杉原 それは、やはりBIMの導入が大きかったですね。もしこれがなかったら、今のような成長はなかったと思います。もちろん、苦労も多かったですが。
—— そのBIMを導入するに至った経緯を教えてください。
杉原 もともと私たちは派遣事業も手掛けており、建設業のオペレーターを派遣していました。そのオペレーターから「BIMって知ってる?」と聞かれたのがきっかけです。調べてみると、当時はまだ一部のスーパーゼネコンが導入し始めたばかりでした。海外では進んでいましたが、日本ではまだまだでした。
最初の3年は非常に苦労しましたが、4年目からは急成長しました。
—— BIMというのは具体的にどのようなものなのでしょうか。
杉原 BIMは設計時に使用するソフトウェアで、二次元CADとは異なり三次元モデルを作成できます。建物をパソコン内で全て作り上げるという考え方です。
今では多くの設計事務所で導入されています。国もBIMモデルの提出を求めるようになり、ヨーロッパの基準に合わせたルールが整備されたことも成長の一因です。
経営判断をする上で重要視している点
——経営判断をする上で最も重視している点についてお聞かせください。
杉原 私が最も重要視しているのは、ビジョンを明確にすることです。これが社員に響かないと、会社全体が迷子になりがちです。社員がイメージしやすいように説明しているつもりですが、なかなかうまく伝わらないことがあります。説明した当初は理解してもらえるのですが、時間が経つと「会社が今何をしようとしているのか分からない」という声を耳にすることがあります。社員の心に深く響くビジョンやミッションを浸透させる必要があると感じていますが、これはビジネスにおける私のテーマでもありますし、最も重要視しているポイントでもありますね。
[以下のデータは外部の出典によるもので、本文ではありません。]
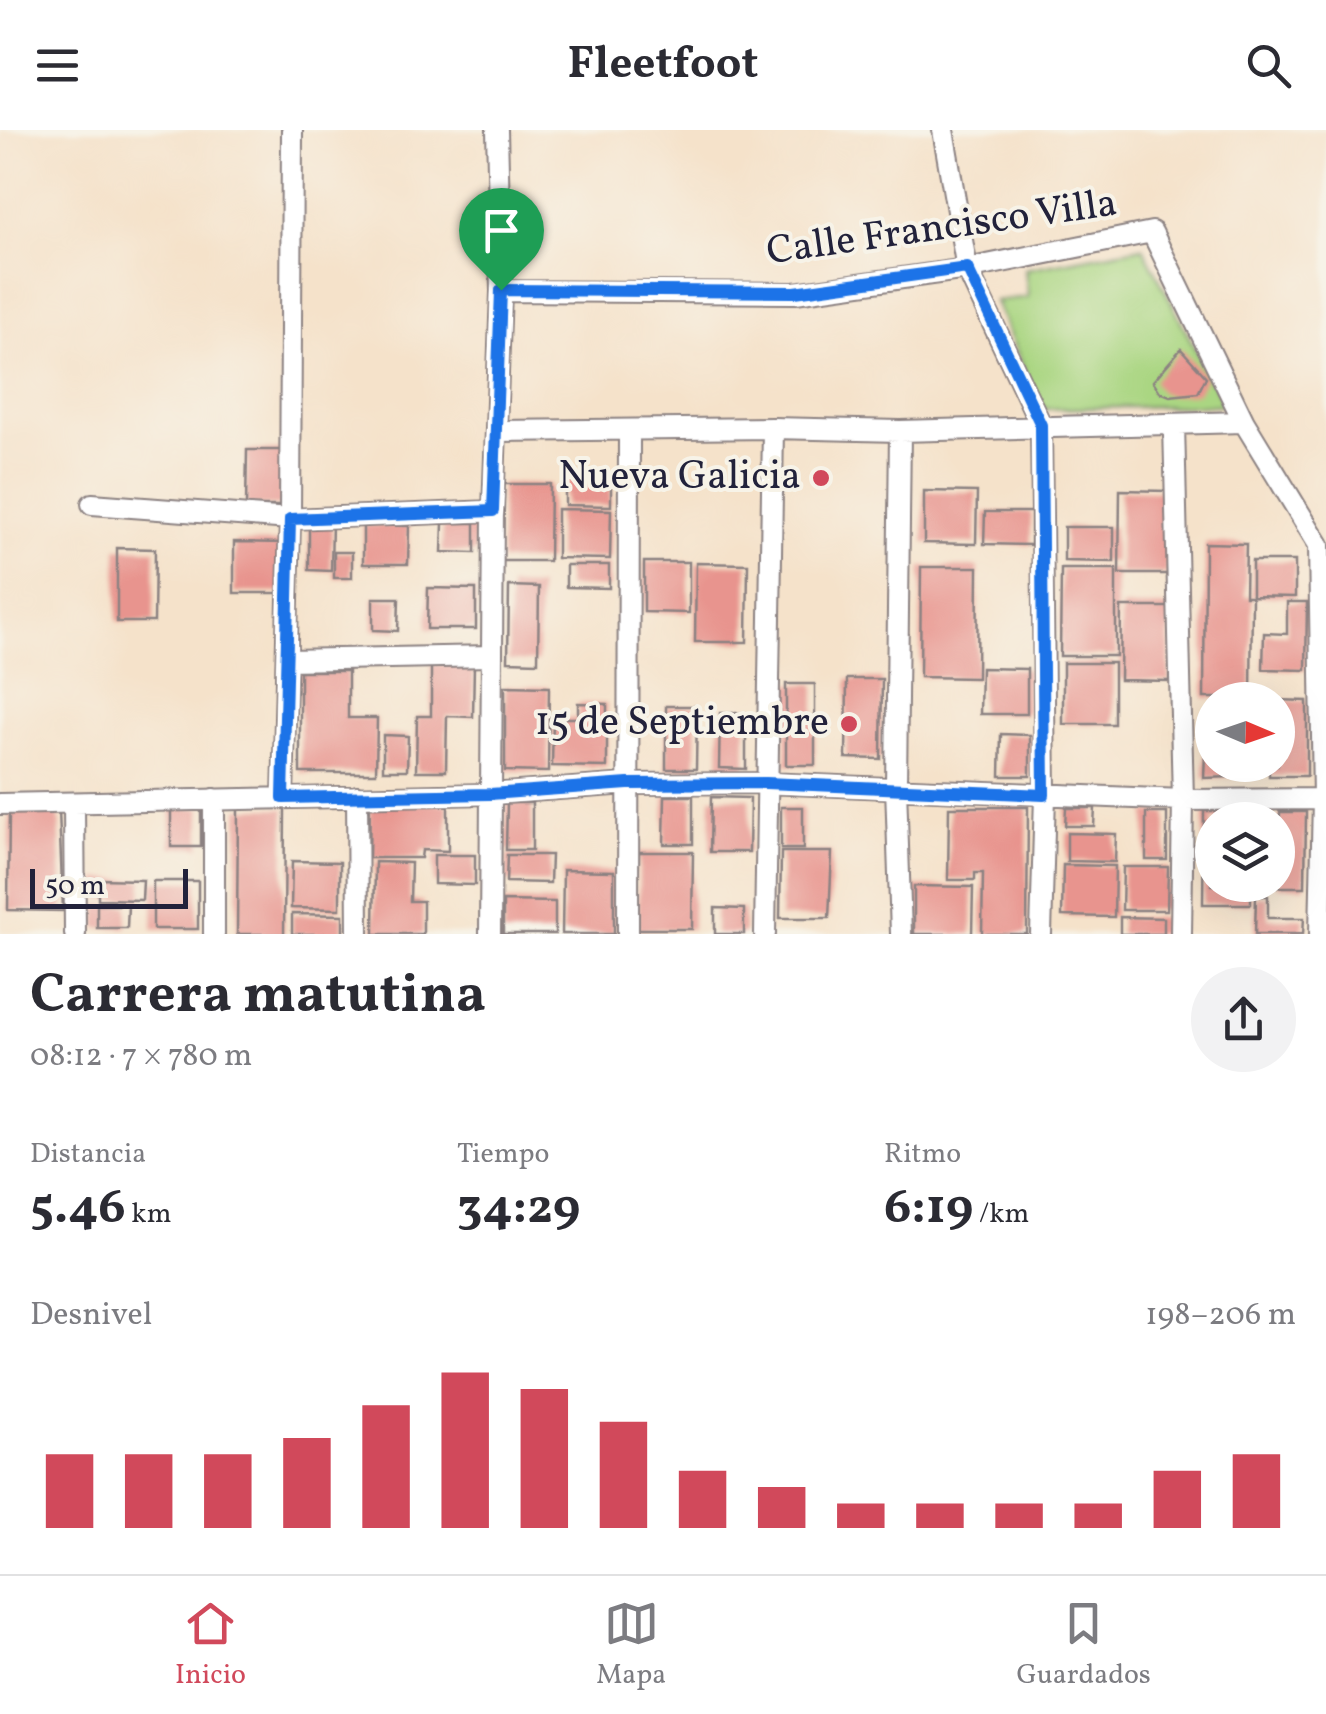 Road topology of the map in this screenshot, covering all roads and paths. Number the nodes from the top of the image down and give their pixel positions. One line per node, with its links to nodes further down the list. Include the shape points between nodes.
1 (292, 130): 15 (street)
2 (498, 130): 5 (street)
3 (943, 130): 4 (street)
4 (967, 268): 5 (street, Calle Francisco Villa, via 795,292); 6 (street, Calle Francisco Villa, via 1152,232); 8 (street)
5 (501, 290): 10 (street)
6 (1244, 422): 7 (street); 25 (street, via 1319,545)
7 (1174, 424): 8 (street); 27 (street)
8 (1041, 425): 12 (street); 22 (street)
9 (773, 428): 11 (street); 12 (street); 18 (street)
10 (496, 431): 11 (street); 14 (street)
11 (629, 431): 19 (street)
12 (900, 431): 20 (street)
13 (92, 504): 15 (street)
14 (493, 511): 15 (street); 16 (street)
15 (290, 519): 17 (street)
16 (492, 656): 17 (street); 21 (street)
17 (288, 660): 24 (street)
18 (766, 783): 19 (street); 20 (street); 35 (street)
19 (628, 784): 21 (street); 34 (street)
20 (896, 787): 22 (street); 36 (street)
21 (490, 794): 23 (street); 33 (street)
22 (1044, 795): 27 (street); 37 (street)
23 (357, 796): 24 (street); 32 (street)
24 (283, 798): 26 (street)
25 (1325, 799): 27 (street); 39 (street)
26 (214, 800): 29 (street); 31 (street)
27 (1183, 800): 38 (street)
28 (0, 804): 29 (street)
29 (74, 804): 30 (street)
30 (74, 934)
31 (214, 934)
32 (358, 934)
33 (490, 934)
34 (628, 934)
35 (765, 934)
36 (902, 934)
37 (1041, 934)
38 (1181, 934)
39 (1320, 934)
—— 人材の確保については、何か施策を行っていますか?
杉原 人材の確保については、大手の紹介会社を利用しています。応募はたくさん来るのですが、高い給料を提示しているわけではないので、なかなか理想的な人材に出会えません。条件をもっと良くしないと、優秀な人材は集まらないかもしれないと考えています。
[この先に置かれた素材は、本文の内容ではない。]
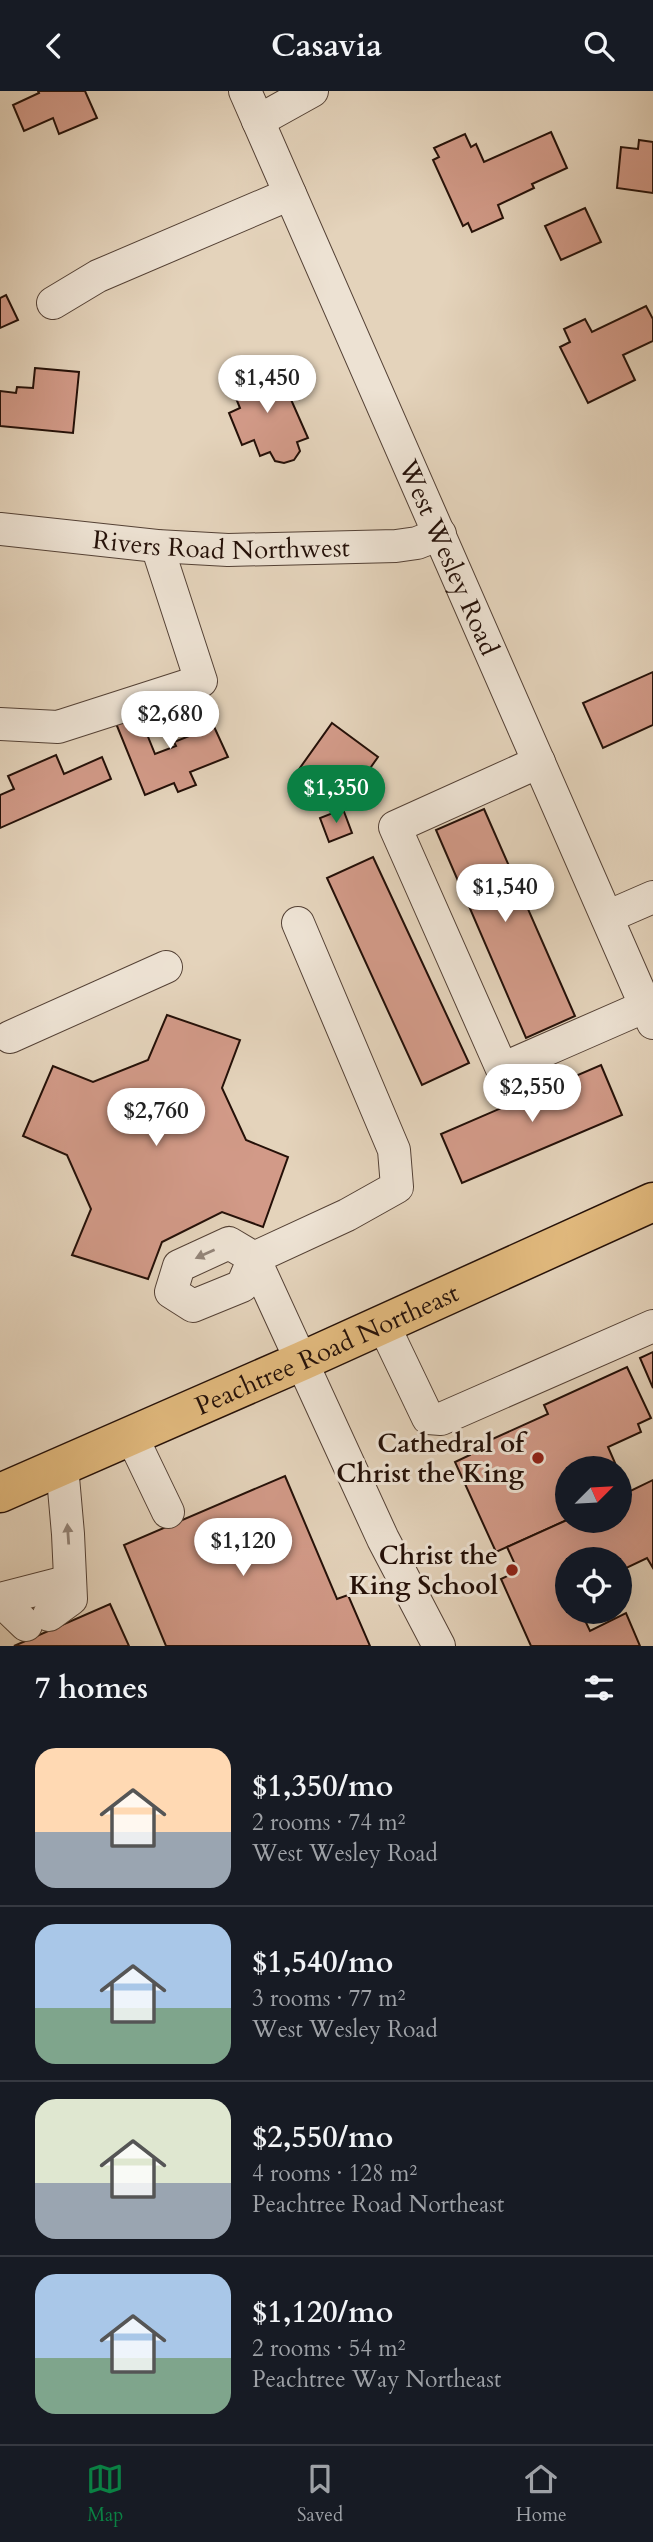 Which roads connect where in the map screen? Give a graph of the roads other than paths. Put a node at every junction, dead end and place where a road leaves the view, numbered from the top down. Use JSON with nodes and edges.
{"nodes":[{"id":1,"x":245,"y":91,"type":"edge"},
{"id":2,"x":312,"y":91,"type":"edge"},
{"id":3,"x":258,"y":121,"type":"junction"},
{"id":4,"x":290,"y":194,"type":"junction"},
{"id":5,"x":53,"y":303,"type":"dead end"},
{"id":6,"x":0,"y":529,"type":"edge"},
{"id":7,"x":440,"y":534,"type":"junction"},
{"id":8,"x":158,"y":546,"type":"junction"},
{"id":9,"x":0,"y":724,"type":"edge"},
{"id":10,"x":539,"y":762,"type":"junction"},
{"id":11,"x":653,"y":897,"type":"edge"},
{"id":12,"x":607,"y":917,"type":"junction"},
{"id":13,"x":298,"y":923,"type":"dead end"},
{"id":14,"x":166,"y":967,"type":"dead end"},
{"id":15,"x":649,"y":1015,"type":"edge"},
{"id":16,"x":10,"y":1037,"type":"dead end"},
{"id":17,"x":653,"y":1202,"type":"edge"},
{"id":18,"x":383,"y":1324,"type":"junction"},
{"id":19,"x":653,"y":1325,"type":"edge"},
{"id":20,"x":302,"y":1361,"type":"junction"},
{"id":21,"x":131,"y":1435,"type":"junction"},
{"id":22,"x":62,"y":1466,"type":"junction"},
{"id":23,"x":0,"y":1493,"type":"edge"},
{"id":24,"x":168,"y":1512,"type":"dead end"},
{"id":25,"x":70,"y":1581,"type":"junction"},
{"id":26,"x":0,"y":1599,"type":"edge"},
{"id":27,"x":439,"y":1646,"type":"edge"}],
"edges":[{"from":1,"to":3,"type":"street","name":"West Wesley Road"},
{"from":2,"to":3,"type":"street"},
{"from":3,"to":4,"type":"street","name":"West Wesley Road"},
{"from":4,"to":5,"type":"street"},
{"from":4,"to":7,"type":"street","name":"West Wesley Road"},
{"from":6,"to":8,"type":"street","name":"Rivers Road Northwest"},
{"from":7,"to":8,"type":"street","name":"Rivers Road Northwest"},
{"from":7,"to":10,"type":"street","name":"West Wesley Road"},
{"from":8,"to":9,"type":"street"},
{"from":10,"to":12,"type":"street","name":"West Wesley Road"},
{"from":10,"to":15,"type":"street"},
{"from":11,"to":12,"type":"street"},
{"from":12,"to":15,"type":"street","name":"West Wesley Road"},
{"from":13,"to":20,"type":"street"},
{"from":14,"to":16,"type":"street"},
{"from":17,"to":18,"type":"highway","name":"Peachtree Road Northeast"},
{"from":18,"to":19,"type":"street"},
{"from":18,"to":20,"type":"highway","name":"Peachtree Road Northeast"},
{"from":20,"to":21,"type":"highway","name":"Peachtree Road Northeast"},
{"from":20,"to":27,"type":"street"},
{"from":21,"to":22,"type":"highway","name":"Peachtree Road Northeast"},
{"from":21,"to":24,"type":"street"},
{"from":22,"to":23,"type":"highway","name":"Peachtree Road Northeast"},
{"from":25,"to":22,"type":"street","one_way":true},
{"from":25,"to":26,"type":"street"},
{"from":25,"to":26,"type":"street"}]}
—— 同じような悩みを持つ企業も多いですね。給料を上げれば人が来るというものでもないですし、福利厚生に力を入れている企業も増えています。
杉原 各拠点に人を配置しなければならず、特に東京や大阪では営業系の人材確保が大変です。しかし、技術者についてはコロナ禍を経てリモートでのサポートが可能になり、地方に分散させることができるようになりました。地方でITをやりたいという若者は意外と多く、熊本にサポートセンターを設けるなど、地方に優秀な人材を集める体制を整えています。
事業拡大の未来構想
—— 事業拡大の未来構想で、ファイナンスの観点からM&AやIPOなども選択肢に入るかもしれません。将来のビジョンについてお話しいただければと思います。
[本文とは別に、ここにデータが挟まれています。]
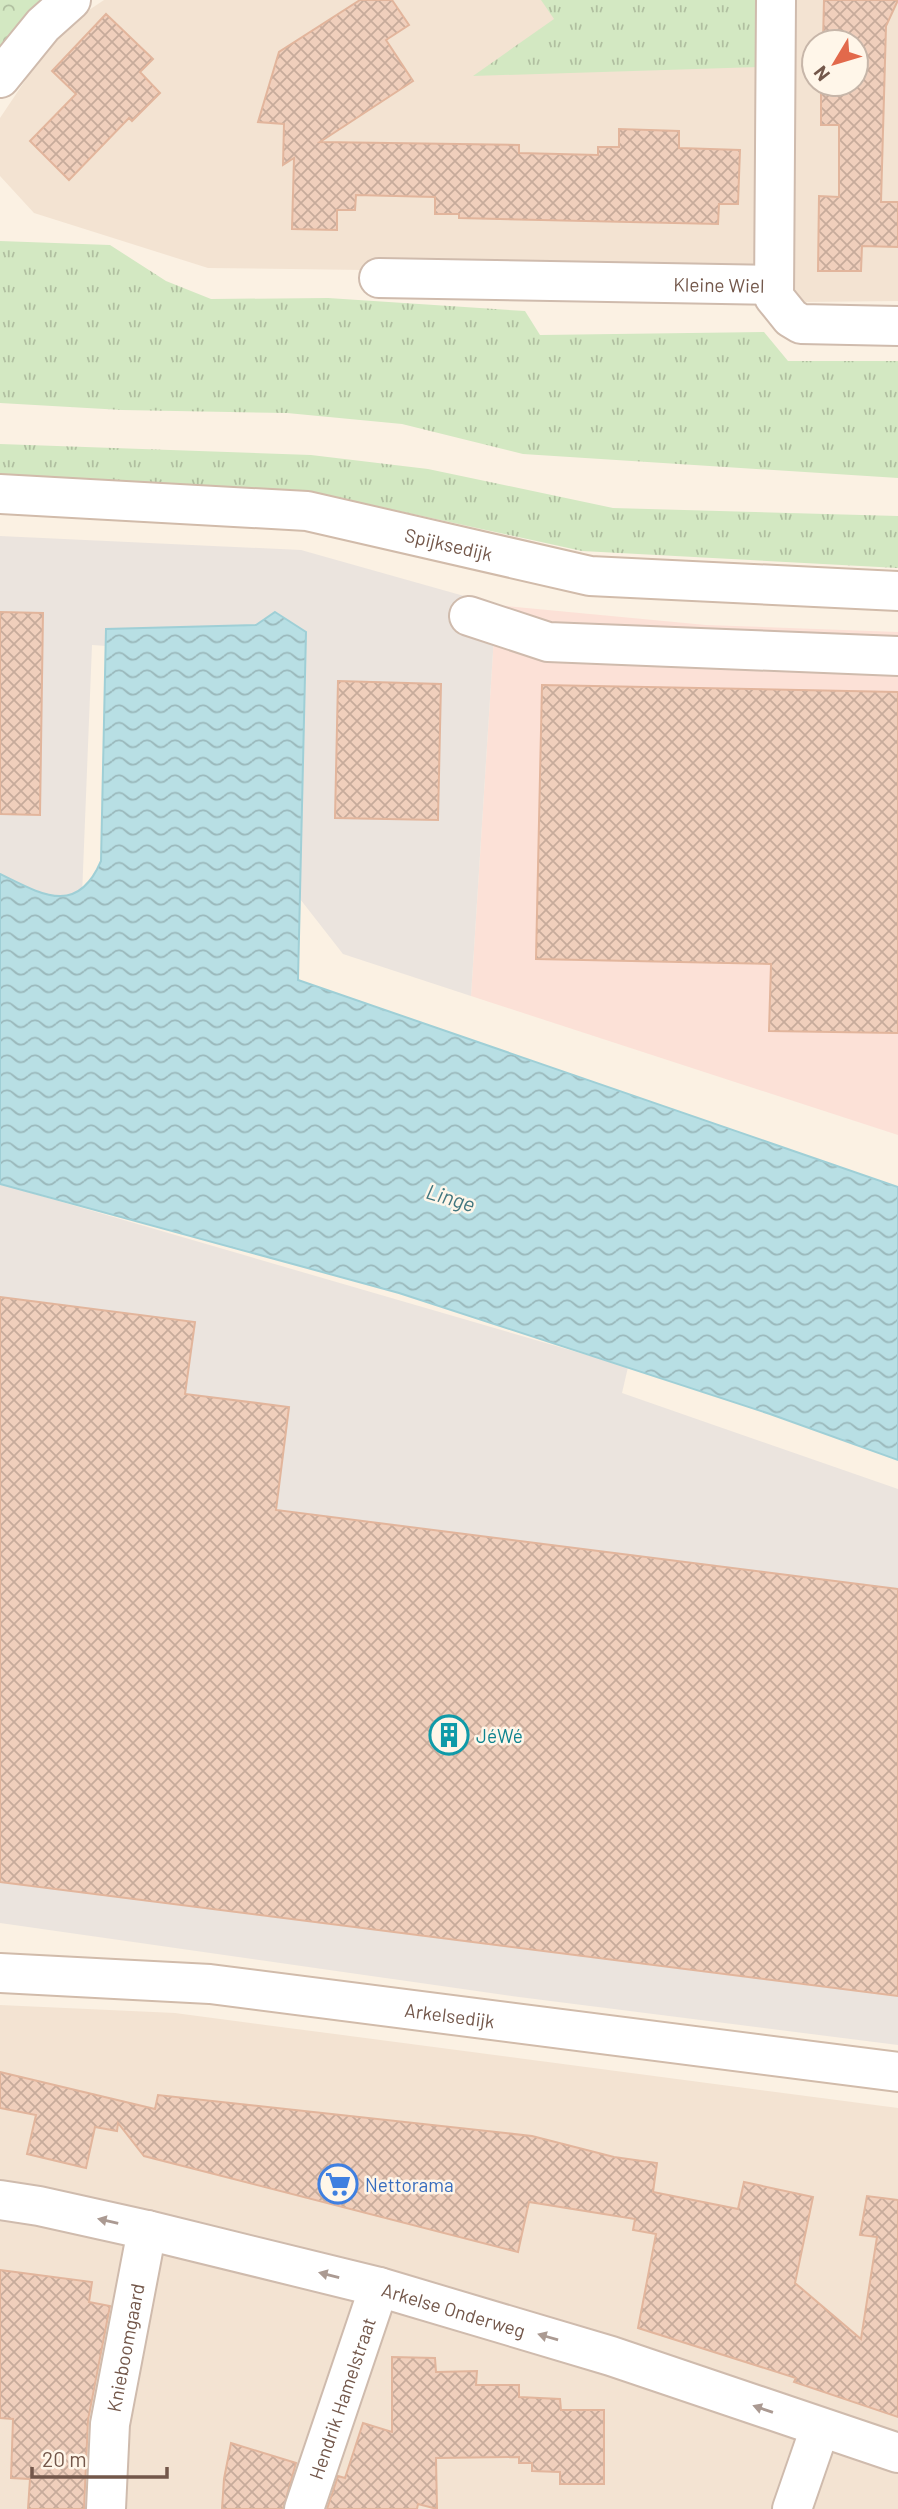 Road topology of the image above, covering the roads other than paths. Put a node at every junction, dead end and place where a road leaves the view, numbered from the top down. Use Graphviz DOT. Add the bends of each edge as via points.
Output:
graph roads {
  1 [pos="71,0"];
  2 [pos="776,0"];
  3 [pos="0,78"];
  4 [pos="379,278"];
  5 [pos="773,285"];
  6 [pos="898,326"];
  7 [pos="0,494"];
  8 [pos="898,591"];
  9 [pos="469,616"];
  10 [pos="898,656"];
  11 [pos="0,1973"];
  12 [pos="898,2071"];
  13 [pos="0,2200"];
  14 [pos="147,2231"];
  15 [pos="379,2287"];
  16 [pos="820,2428"];
  17 [pos="898,2453"];
  18 [pos="106,2509"];
  19 [pos="304,2509"];
  20 [pos="792,2509"];
  1 -- 3 [label="street" via="43,25"];
  2 -- 5 [label="street, Kleine Wiel"];
  4 -- 5 [label="street, Kleine Wiel"];
  5 -- 6 [label="street" via="774,297 801,324"];
  7 -- 8 [label="street, Spijksedijk" via="307,511 590,576"];
  9 -- 10 [label="street" via="548,642"];
  11 -- 12 [label="street, Arkelsedijk" via="210,1984"];
  14 -- 13 [label="street, Arkelse Onderweg, one-way"];
  15 -- 14 [label="street, Arkelse Onderweg, one-way"];
  14 -- 18 [label="street, Knieboomgaard" via="110,2424"];
  16 -- 15 [label="street, Arkelse Onderweg, one-way" via="611,2356"];
  15 -- 19 [label="street, Hendrik Hamelstraat"];
  16 -- 17 [label="street, Arkelse Onderweg"];
  16 -- 20 [label="street"];
}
杉原 現在、私たちはITを活用してお客様に貢献したいと考えています。しかし、どうしてもCAD屋さんのイメージが強いので、CADはうちに任せるけれど、それ以外の難しいシステムは別のところに頼むというイメージを持たれているようです。
その為、包括的ヘルプデスクというサービスを一部の特定のお客様に提供しています。これはお客様のIT系のトラブルをすべてサポートするもので、ネットワークが繋がらないとか、アプリが起動しないといったレベルのものから、もっと広範囲なトラブルに対応しています。現在は大手のお客様に限られていますが、今後はそういったサービスをCADだけでお付き合いしているお客様にも展開していきたいと考えています。
—— システムを全部入れ替えて売上を一気に上げるというよりも、保守やメンテナンスを通じて長くお付き合いしていくということですね。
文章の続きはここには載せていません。